*** EXTRACTED DATA Section Begins ***

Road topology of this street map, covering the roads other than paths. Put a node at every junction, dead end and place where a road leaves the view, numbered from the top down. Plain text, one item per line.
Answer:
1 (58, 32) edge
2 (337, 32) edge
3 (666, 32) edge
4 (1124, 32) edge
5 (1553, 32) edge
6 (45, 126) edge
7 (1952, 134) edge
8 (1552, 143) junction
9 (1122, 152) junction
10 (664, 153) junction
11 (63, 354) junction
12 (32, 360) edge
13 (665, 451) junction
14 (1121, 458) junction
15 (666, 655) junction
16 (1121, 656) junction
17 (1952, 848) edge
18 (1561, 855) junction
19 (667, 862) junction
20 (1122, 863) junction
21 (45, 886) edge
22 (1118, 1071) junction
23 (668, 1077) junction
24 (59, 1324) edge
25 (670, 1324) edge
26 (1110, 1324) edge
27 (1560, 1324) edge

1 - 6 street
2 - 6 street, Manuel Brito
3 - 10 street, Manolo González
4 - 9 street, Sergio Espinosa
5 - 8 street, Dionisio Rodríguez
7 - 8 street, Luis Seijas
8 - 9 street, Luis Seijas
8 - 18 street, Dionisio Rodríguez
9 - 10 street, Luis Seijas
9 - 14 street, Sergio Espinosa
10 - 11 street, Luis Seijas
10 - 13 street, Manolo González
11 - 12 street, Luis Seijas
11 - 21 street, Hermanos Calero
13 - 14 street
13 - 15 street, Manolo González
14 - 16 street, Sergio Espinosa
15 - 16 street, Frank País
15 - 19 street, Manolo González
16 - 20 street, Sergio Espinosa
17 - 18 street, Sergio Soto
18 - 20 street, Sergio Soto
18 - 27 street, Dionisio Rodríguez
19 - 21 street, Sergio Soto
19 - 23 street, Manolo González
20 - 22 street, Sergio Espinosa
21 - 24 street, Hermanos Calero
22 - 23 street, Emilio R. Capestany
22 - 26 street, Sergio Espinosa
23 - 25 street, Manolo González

*** EXTRACTED DATA Section Ends ***

WORK REQUIRED: Copy the data exactly. Leave nothing out.

RESPONSE AREA:
Road topology of this street map, covering the roads other than paths. Put a node at every junction, dead end and place where a road leaves the view, numbered from the top down. Plain text, one item per line.
Answer:
1 (58, 32) edge
2 (337, 32) edge
3 (666, 32) edge
4 (1124, 32) edge
5 (1553, 32) edge
6 (45, 126) edge
7 (1952, 134) edge
8 (1552, 143) junction
9 (1122, 152) junction
10 (664, 153) junction
11 (63, 354) junction
12 (32, 360) edge
13 (665, 451) junction
14 (1121, 458) junction
15 (666, 655) junction
16 (1121, 656) junction
17 (1952, 848) edge
18 (1561, 855) junction
19 (667, 862) junction
20 (1122, 863) junction
21 (45, 886) edge
22 (1118, 1071) junction
23 (668, 1077) junction
24 (59, 1324) edge
25 (670, 1324) edge
26 (1110, 1324) edge
27 (1560, 1324) edge

1 - 6 street
2 - 6 street, Manuel Brito
3 - 10 street, Manolo González
4 - 9 street, Sergio Espinosa
5 - 8 street, Dionisio Rodríguez
7 - 8 street, Luis Seijas
8 - 9 street, Luis Seijas
8 - 18 street, Dionisio Rodríguez
9 - 10 street, Luis Seijas
9 - 14 street, Sergio Espinosa
10 - 11 street, Luis Seijas
10 - 13 street, Manolo González
11 - 12 street, Luis Seijas
11 - 21 street, Hermanos Calero
13 - 14 street
13 - 15 street, Manolo González
14 - 16 street, Sergio Espinosa
15 - 16 street, Frank País
15 - 19 street, Manolo González
16 - 20 street, Sergio Espinosa
17 - 18 street, Sergio Soto
18 - 20 street, Sergio Soto
18 - 27 street, Dionisio Rodríguez
19 - 21 street, Sergio Soto
19 - 23 street, Manolo González
20 - 22 street, Sergio Espinosa
21 - 24 street, Hermanos Calero
22 - 23 street, Emilio R. Capestany
22 - 26 street, Sergio Espinosa
23 - 25 street, Manolo González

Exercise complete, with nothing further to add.